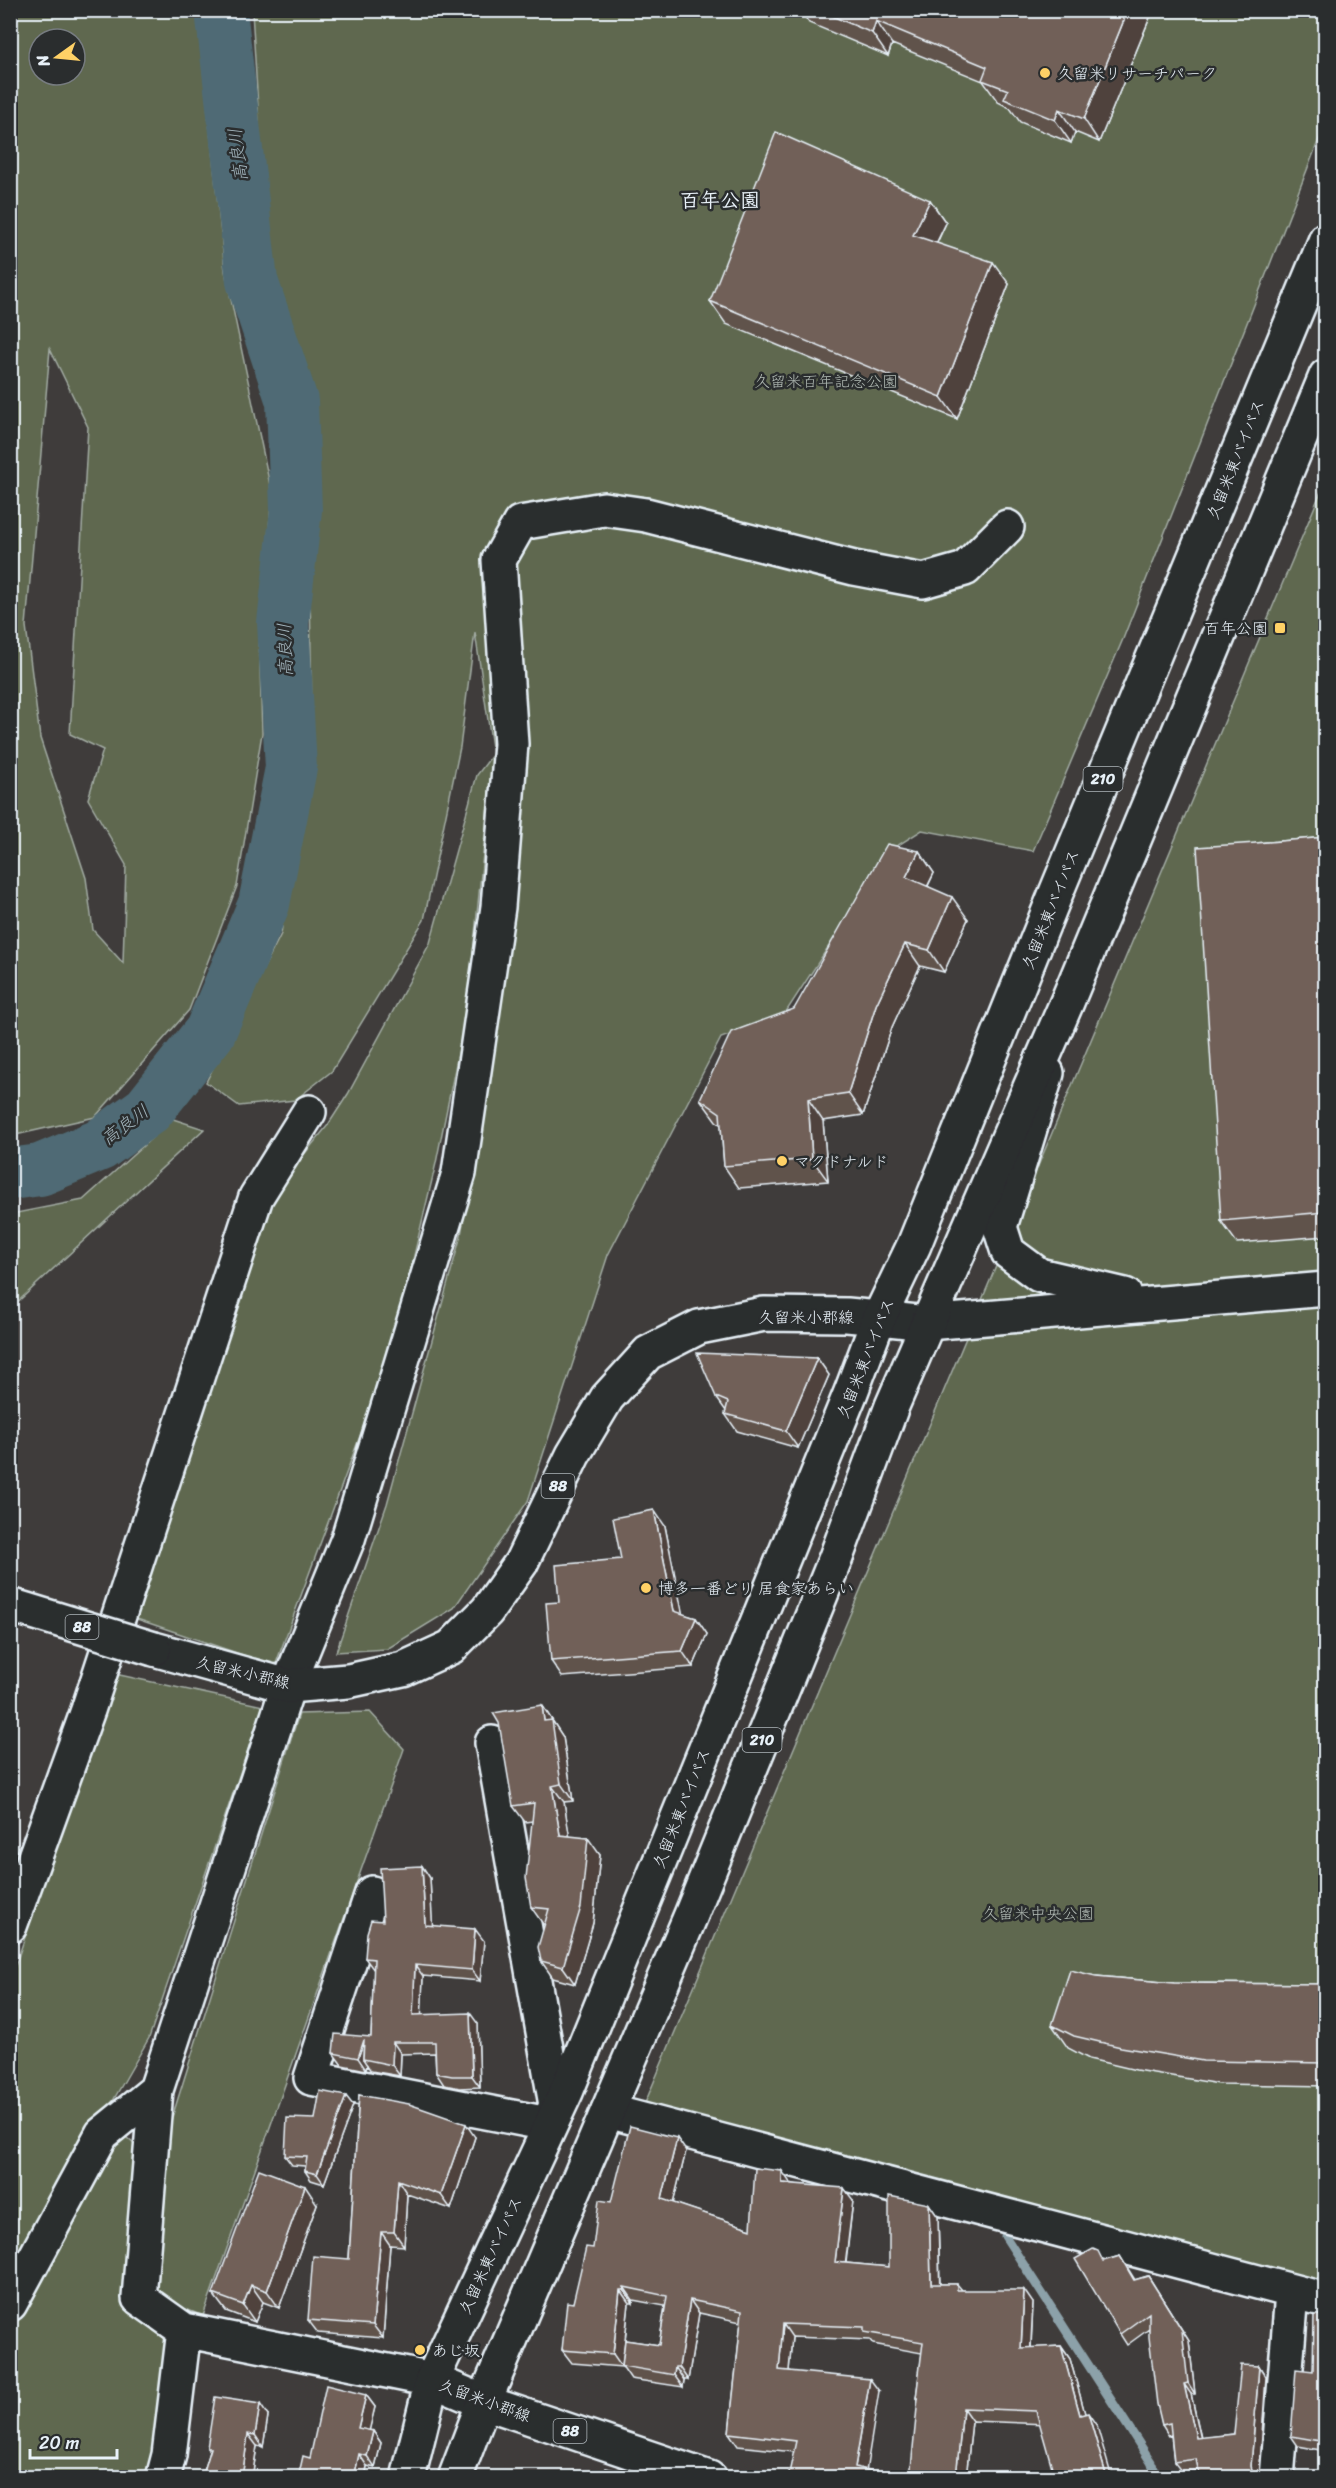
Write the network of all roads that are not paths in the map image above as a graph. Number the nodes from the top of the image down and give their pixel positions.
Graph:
1 (1326, 239) edge
2 (1326, 376) edge
3 (1007, 527) dead end
4 (1067, 1002) junction
5 (309, 1112) dead end
6 (1326, 1289) edge
7 (1162, 1303) junction
8 (879, 1318) junction
9 (927, 1323) junction
10 (10, 1605) edge
11 (288, 1686) junction
12 (492, 1743) dead end
13 (372, 1893) dead end
14 (10, 1926) edge
15 (156, 2090) junction
16 (608, 2110) junction
17 (548, 2124) junction
18 (532, 2166) junction
19 (1292, 2293) junction
20 (1326, 2300) edge
21 (10, 2304) edge
22 (184, 2330) junction
23 (432, 2380) junction
24 (484, 2402) junction
25 (163, 2478) edge
26 (408, 2478) edge
27 (455, 2478) edge
28 (709, 2478) edge
29 (1277, 2478) edge

1 - 8 main road, 久留米東バイパス / 210
2 - 4 main road, 210
3 - 11 main road
4 - 7 main road
4 - 9 main road, 210
5 - 14 main road
6 - 7 main road, 久留米小郡線
7 - 9 main road, 久留米小郡線
8 - 9 main road, 久留米小郡線
8 - 11 main road, 久留米小郡線 / 88
8 - 18 main road, 久留米東バイパス / 210
9 - 16 main road, 210
10 - 11 main road, 久留米小郡線 / 88, bridge
11 - 15 main road
12 - 17 main road
13 - 17 main road
15 - 21 main road
15 - 22 main road
16 - 19 main road
16 - 24 main road, 210
17 - 18 main road
18 - 23 main road, 久留米東バイパス / 210
19 - 20 main road
19 - 29 main road
22 - 23 main road, 久留米小郡線
22 - 25 main road
23 - 24 main road, 久留米小郡線 / 88
23 - 26 main road, 久留米東バイパス / 210
24 - 27 main road, 210
24 - 28 main road, 久留米小郡線 / 88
..........
What to do: Using the data above, establish how many lines include the word "dead"; the reply is that number only.

Completed exercise: 4